Category Overview
Conserving land along our waterways protects important habitat and helps keep our rivers healthy, clean, and more resilient to drought. Riparian Protection projects conserve and restore fresh and saltwater habitat while protecting fish habitat. In doing so, the grants help provide our families, farms, and fisheries with clean water across the state.
Project Highlights
This proposal acquired important properties within the ecological core of an existing Natural Area Preserve. The Chehalis River Surge Plain NAP protects a diverse complex of estuarine and riverine wetland communities. It represents a unique opportunity for protection of a large intact ecosystem with natural hydrologic functions. The properties acquired included critical parts of Preacher’s and Blue sloughs, sinuous tidally influenced waterways that wind through the heart of the surge plain. Sloughs such as this provide important off-channel habitat for juvenile salmonids during their adjustment to marine conditions. Habitat for other fish including the Olympic mud minnow is also protected within the wetland. Most of the site is Sitka spruce dominated forested wetland.
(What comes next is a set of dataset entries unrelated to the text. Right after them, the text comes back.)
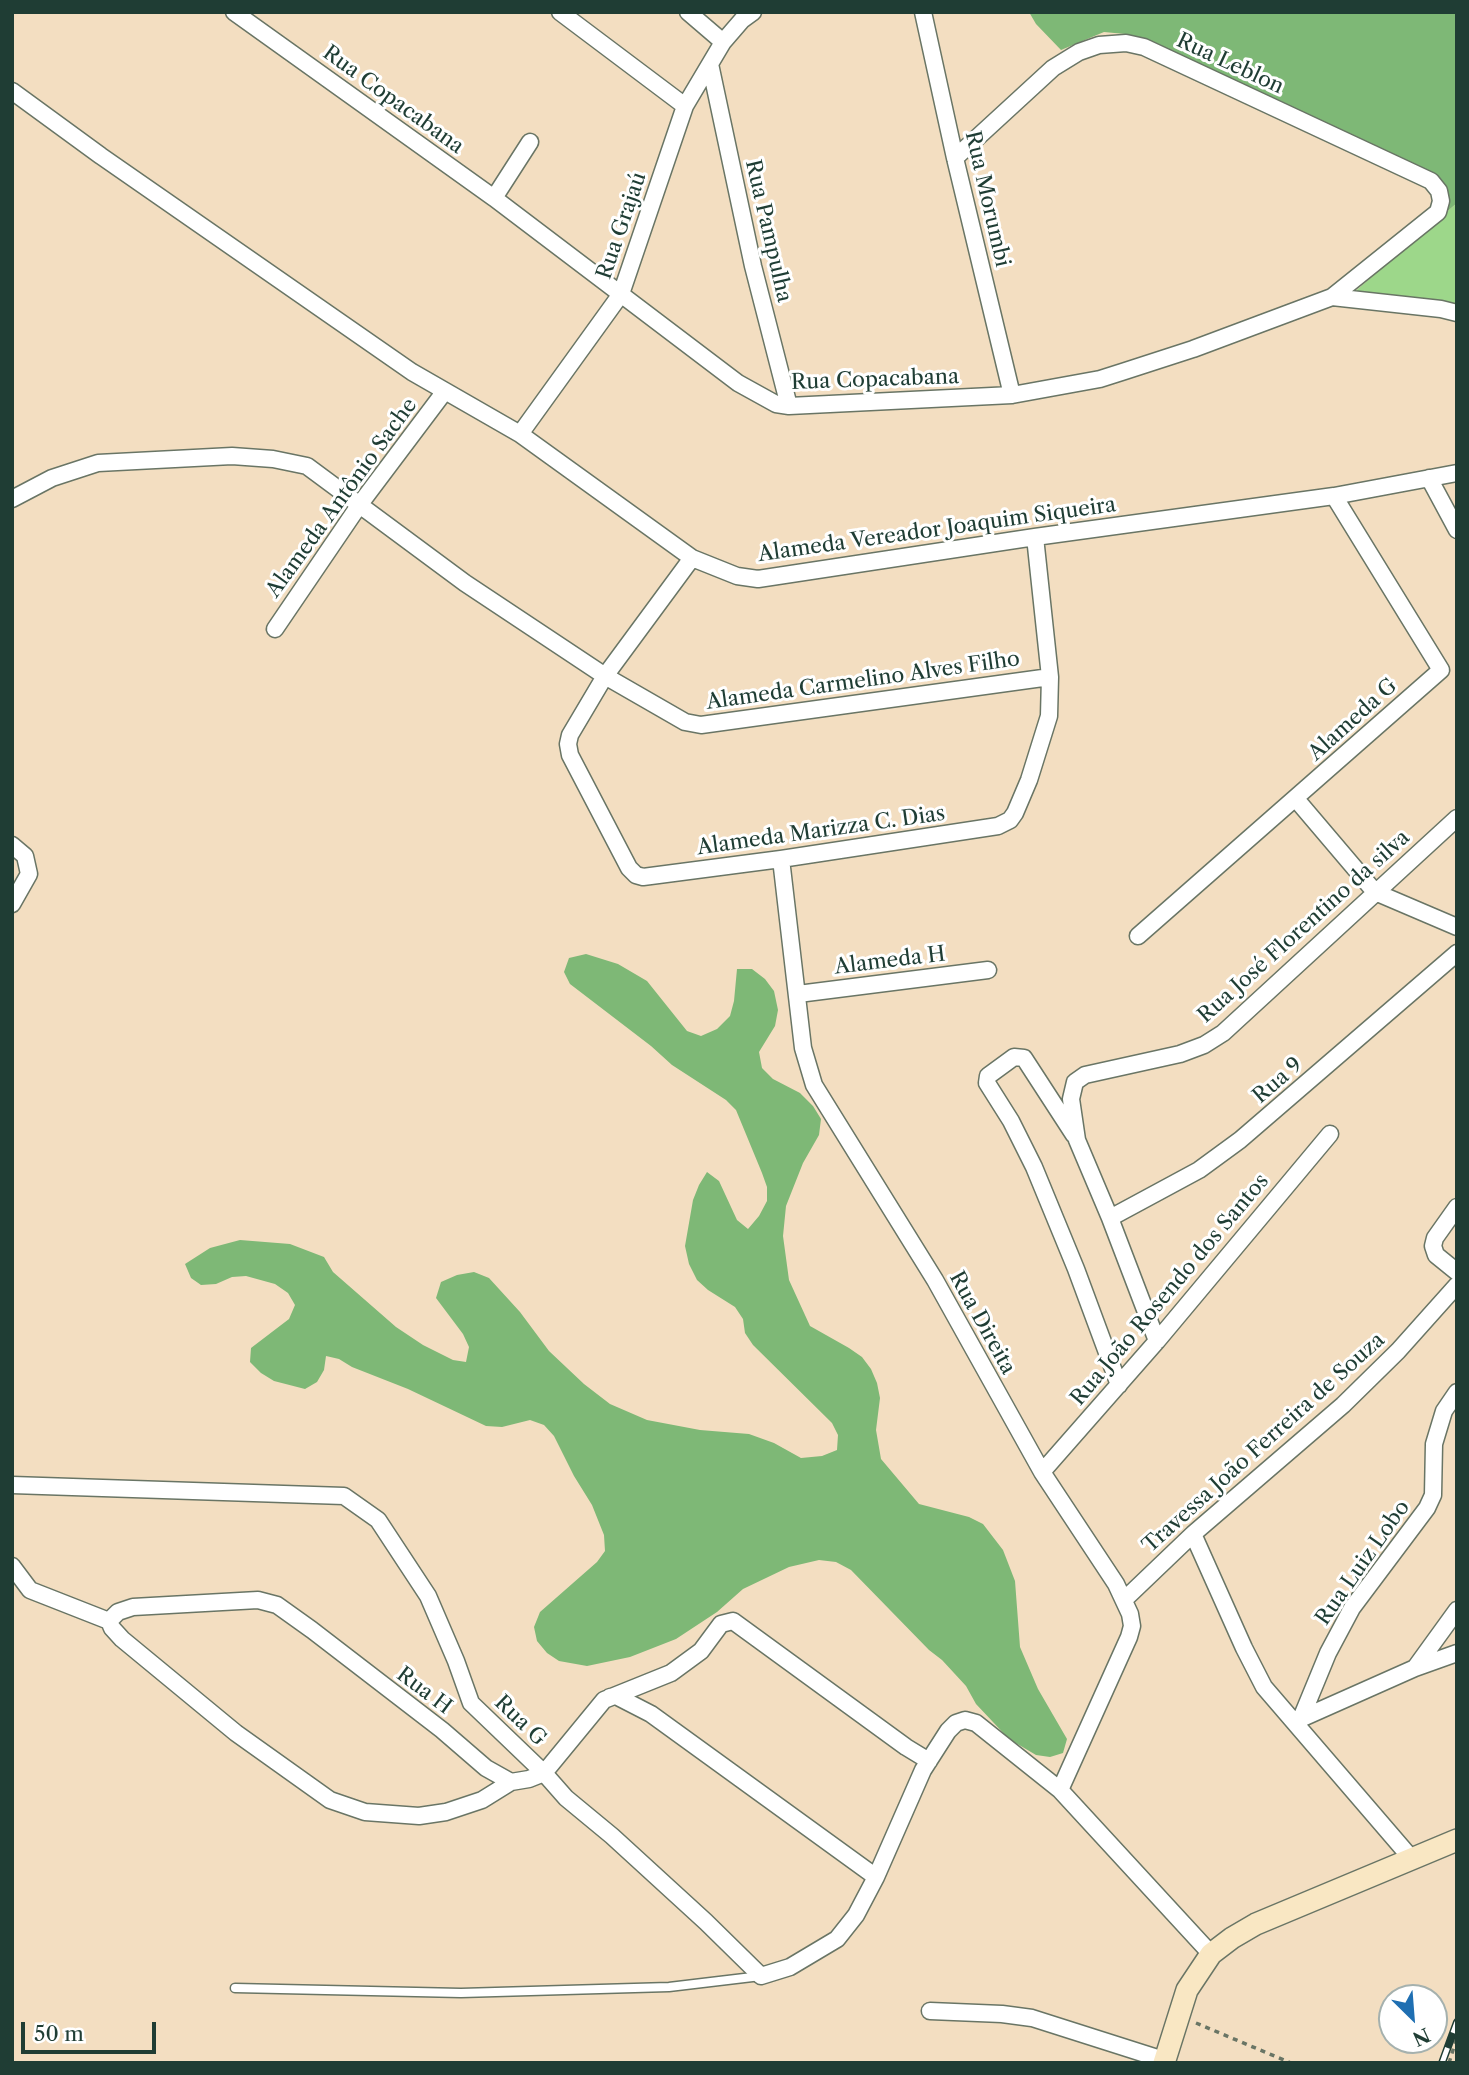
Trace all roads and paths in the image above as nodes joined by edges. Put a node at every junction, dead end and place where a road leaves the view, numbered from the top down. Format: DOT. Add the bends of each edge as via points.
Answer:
graph roads {
  1 [pos="234,12"];
  2 [pos="560,12"];
  3 [pos="688,12"];
  4 [pos="923,12"];
  5 [pos="748,16"];
  6 [pos="723,42"];
  7 [pos="710,64"];
  8 [pos="12,91"];
  9 [pos="685,106"];
  10 [pos="530,142"];
  11 [pos="955,158"];
  12 [pos="1431,181"];
  13 [pos="494,198"];
  14 [pos="621,294"];
  15 [pos="1332,297"];
  16 [pos="1457,313"];
  17 [pos="445,391"];
  18 [pos="1012,395"];
  19 [pos="789,406"];
  20 [pos="520,434"];
  21 [pos="1457,473"];
  22 [pos="1429,478"];
  23 [pos="1334,496"];
  24 [pos="12,499"];
  25 [pos="360,504"];
  26 [pos="1457,530"];
  27 [pos="1035,537"];
  28 [pos="692,558"];
  29 [pos="275,629"];
  30 [pos="1449,671"];
  31 [pos="605,676"];
  32 [pos="1050,677"];
  33 [pos="1296,799"];
  34 [pos="1457,817"];
  35 [pos="12,845"];
  36 [pos="781,859"];
  37 [pos="1375,892"];
  38 [pos="12,904"];
  39 [pos="1457,927"];
  40 [pos="1138,936"];
  41 [pos="1457,953"];
  42 [pos="988,970"];
  43 [pos="798,994"];
  44 [pos="1330,1134"];
  45 [pos="1077,1140"];
  46 [pos="1457,1207"];
  47 [pos="1110,1218"];
  48 [pos="1457,1272"];
  49 [pos="1457,1285"];
  50 [pos="1157,1341"];
  51 [pos="1119,1385"];
  52 [pos="1457,1392"];
  53 [pos="1042,1472"];
  54 [pos="12,1485"];
  55 [pos="1193,1534"];
  56 [pos="12,1566"];
  57 [pos="1125,1599"];
  58 [pos="1457,1610"];
  59 [pos="109,1621"];
  60 [pos="1457,1653"];
  61 [pos="1415,1668"];
  62 [pos="610,1697"];
  63 [pos="1298,1720"];
  64 [pos="929,1761"];
  65 [pos="544,1773"];
  66 [pos="511,1782"];
  67 [pos="1060,1790"];
  68 [pos="1457,1840"];
  69 [pos="1411,1858"];
  70 [pos="876,1877"];
  71 [pos="1211,1955"];
  72 [pos="761,1976"];
  73 [pos="235,1987"];
  74 [pos="930,2011"];
  75 [pos="1178,2015"];
  76 [pos="1457,2037"];
  77 [pos="1164,2061"];
  78 [pos="1291,2063"];
  79 [pos="1449,2063"];
  1 -- 13 [label="street, Rua Copacabana"];
  2 -- 9 [label="street"];
  3 -- 6 [label="street"];
  4 -- 11 [label="street, Rua Morumbi"];
  5 -- 6 [label="street, Rua Grajaú"];
  6 -- 7 [label="street, Rua Grajaú"];
  7 -- 9 [label="street, Rua Grajaú"];
  7 -- 19 [label="street, Rua Pampulha" via="753,266"];
  8 -- 17 [label="street, Alameda Vereador Joaquim Siqueira"];
  9 -- 14 [label="street, Rua Grajaú"];
  10 -- 13 [label="street"];
  11 -- 12 [label="street, Rua Leblon" via="1053,68 1099,45 1126,43 1144,47"];
  11 -- 18 [label="street, Rua Morumbi"];
  12 -- 15 [label="street, Rua Copacabana" via="1439,191 1438,212"];
  13 -- 14 [label="street, Rua Copacabana"];
  14 -- 19 [label="street, Rua Copacabana" via="738,383 767,400"];
  14 -- 20 [label="street, Rua Grajaú"];
  15 -- 16 [label="street"];
  15 -- 18 [label="street, Rua Copacabana" via="1100,379"];
  17 -- 20 [label="street, Alameda Vereador Joaquim Siqueira"];
  17 -- 25 [label="street, Alameda Antônio Sache"];
  18 -- 19 [label="street, Rua Copacabana"];
  20 -- 28 [label="street, Alameda Vereador Joaquim Siqueira"];
  21 -- 22 [label="street, Alameda Vereador Joaquim Siqueira"];
  22 -- 23 [label="street, Alameda Vereador Joaquim Siqueira"];
  22 -- 26 [label="street"];
  23 -- 27 [label="street, Alameda Vereador Joaquim Siqueira"];
  23 -- 30 [label="street, Alameda G"];
  24 -- 25 [label="street, Alameda Carmelino Alves Filho" via="52,478 98,463 232,456 307,466"];
  25 -- 29 [label="street, Alameda Antônio Sache"];
  25 -- 31 [label="street, Alameda Carmelino Alves Filho" via="465,583"];
  27 -- 28 [label="street, Alameda Vereador Joaquim Siqueira" via="758,579 737,576"];
  27 -- 32 [label="street"];
  28 -- 31 [label="street"];
  30 -- 33 [label="street, Alameda G"];
  31 -- 32 [label="street, Alameda Carmelino Alves Filho" via="685,722 701,724"];
  31 -- 36 [label="street, Alameda Marizza C. Dias" via="568,744 629,868 643,877"];
  32 -- 36 [label="street, Alameda Marizza C. Dias" via="1043,740 1010,820 998,826"];
  33 -- 37 [label="street"];
  33 -- 40 [label="street, Alameda G"];
  34 -- 37 [label="street, Rua José Florentino da silva"];
  35 -- 38 [label="street" via="25,856 29,873"];
  36 -- 43 [label="street, Rua Direita"];
  37 -- 39 [label="street"];
  37 -- 45 [label="street, Rua José Florentino da silva" via="1223,1033 1204,1045 1078,1079 1072,1089"];
  41 -- 47 [label="street, Rua 9" via="1240,1140 1199,1170"];
  42 -- 43 [label="street, Alameda H"];
  43 -- 53 [label="street, Rua Direita" via="803,1048 814,1086 935,1280"];
  44 -- 50 [label="street, Rua João Rosendo dos Santos"];
  45 -- 47 [label="street, Rua José Florentino da silva"];
  45 -- 51 [label="street" via="1024,1058 1014,1057 988,1076 987,1083 1034,1167"];
  46 -- 48 [label="street" via="1433,1246 1436,1255"];
  47 -- 50 [label="street, Rua José Florentino da silva"];
  49 -- 55 [label="street, Travessa João Ferreira de Souza" via="1343,1405"];
  50 -- 51 [label="street, Rua João Rosendo dos Santos"];
  51 -- 53 [label="street, Rua João Rosendo dos Santos"];
  52 -- 63 [label="street, Rua Luiz Lobo" via="1444,1411 1434,1444 1433,1495 1427,1508 1352,1608"];
  53 -- 57 [label="street, Rua Direita"];
  54 -- 65 [label="street, Rua G" via="344,1496 378,1520 428,1597 471,1703"];
  55 -- 57 [label="street, Travessa João Ferreira de Souza"];
  55 -- 63 [label="street" via="1264,1687"];
  56 -- 59 [label="street" via="30,1590"];
  57 -- 67 [label="street, Rua Direita" via="1132,1626 1129,1637"];
  58 -- 61 [label="street"];
  59 -- 66 [label="street, Rua H" via="118,1612 133,1608 258,1600 277,1605 486,1768"];
  59 -- 66 [label="street" via="122,1639 236,1733 330,1800 365,1812 419,1816 482,1800"];
  60 -- 61 [label="street"];
  61 -- 63 [label="street"];
  62 -- 64 [label="street, Rua G" via="671,1673 701,1651 721,1624 733,1621"];
  62 -- 65 [label="street, Rua G"];
  62 -- 70 [label="street" via="651,1714"];
  63 -- 69 [label="street"];
  64 -- 67 [label="street" via="948,1731 965,1720 976,1723"];
  64 -- 70 [label="street"];
  65 -- 66 [label="street"];
  65 -- 72 [label="street"];
  67 -- 71 [label="street"];
  68 -- 69 [label="main road"];
  69 -- 71 [label="main road" via="1256,1924"];
  70 -- 72 [label="street" via="837,1939 790,1967"];
  71 -- 75 [label="main road" via="1187,1990"];
  72 -- 73 [label="lane" via="669,1987 461,1993"];
  74 -- 77 [label="street" via="1032,2018"];
  75 -- 77 [label="main road"];
  75 -- 78 [label="path"];
  76 -- 79 [label="path"];
}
Within the surge plain, nesting, roosting and foraging habitat is protected for eagles, osprey, great blue heron, waterfowl, shorebirds, and neo-tropical migrant species. Animal species which inhabit the subject properties include bear, river otter, raccoon, beaver, muskrat, and other mammals. Acquiring these properties has been a significant contribution toward completion of the preserve, which has been recognized as a national priority for protection.